**TASK INSTRUCTIONS**
Work through the lines below and count those holding "BYRON"; reply with the number only.

*** DATA SHOWN Section Begins ***

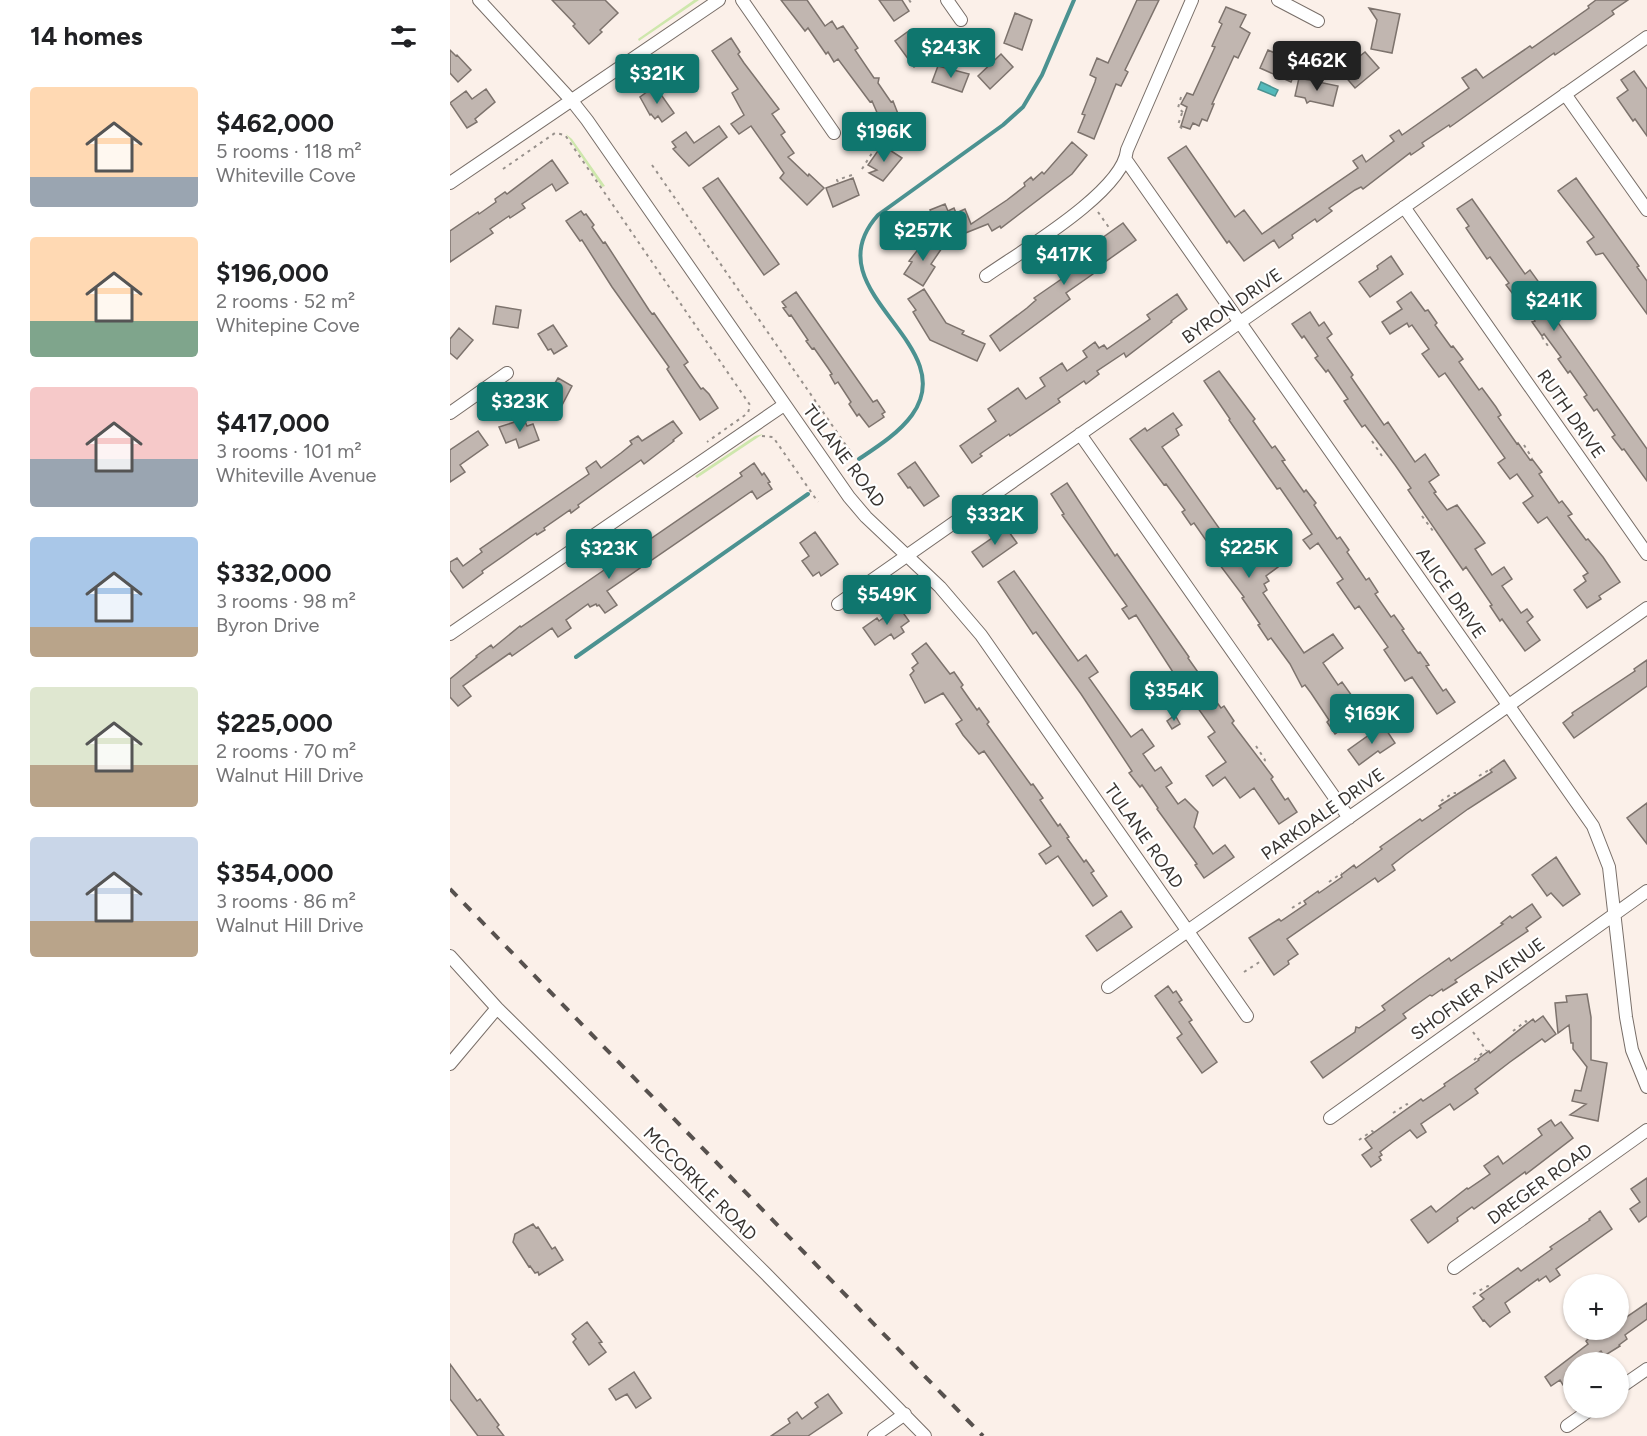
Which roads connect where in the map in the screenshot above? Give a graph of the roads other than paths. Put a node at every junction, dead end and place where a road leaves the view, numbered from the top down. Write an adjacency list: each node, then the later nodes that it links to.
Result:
1 (479, 0): 11 (street, TULANE ROAD)
2 (719, 0): 11 (street)
3 (742, 0): 12 (street)
4 (947, 0): 7 (street)
5 (1192, 0): 13 (street)
6 (1278, 0): 8 (street)
7 (961, 20)
8 (1318, 21)
9 (1647, 37): 10 (street, BYRON DRIVE)
10 (1565, 94): 15 (street, BYRON DRIVE); 16 (street)
11 (572, 101): 14 (street); 20 (street, TULANE ROAD)
12 (834, 133)
13 (1126, 160): 17 (street); 18 (street, ALICE DRIVE)
14 (450, 183)
15 (1404, 207): 18 (street, BYRON DRIVE); 23 (street, RUTH DRIVE)
16 (1647, 210)
17 (986, 276)
18 (1239, 322): 22 (street, BYRON DRIVE); 28 (street, ALICE DRIVE)
19 (507, 373): 21 (street)
20 (784, 405): 24 (street, TULANE ROAD); 27 (street)
21 (450, 413)
22 (1080, 434): 24 (street, BYRON DRIVE); 29 (street)
23 (1647, 554)
24 (907, 556): 25 (street, BYRON DRIVE); 32 (street, TULANE ROAD)
25 (838, 604)
26 (1647, 608): 28 (street, PARKDALE DRIVE)
27 (450, 634)
28 (1508, 706): 29 (street, PARKDALE DRIVE); 31 (street, ALICE DRIVE)
29 (1349, 818): 32 (street, PARKDALE DRIVE)
30 (1647, 891): 31 (street, SHOFNER AVENUE)
31 (1615, 914): 38 (street, ALICE DRIVE); 39 (street, SHOFNER AVENUE)
32 (1188, 930): 34 (street, PARKDALE DRIVE); 36 (street, TULANE ROAD)
33 (450, 956): 35 (street, MCCORKLE ROAD)
34 (1108, 987)
35 (497, 1008): 37 (street); 44 (street, MCCORKLE ROAD)
36 (1247, 1016)
37 (450, 1065)
38 (1647, 1087)
39 (1330, 1118)
40 (1647, 1130): 41 (street, DREGER ROAD)
41 (1454, 1268)
42 (1647, 1369): 43 (street)
43 (1629, 1381)
44 (905, 1414): 47 (street); 48 (street, MCCORKLE ROAD)
45 (1578, 1418): 46 (street)
46 (1567, 1426)
47 (874, 1436)
48 (925, 1436)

*** DATA SHOWN Section Ends ***

**SOLUTION**
6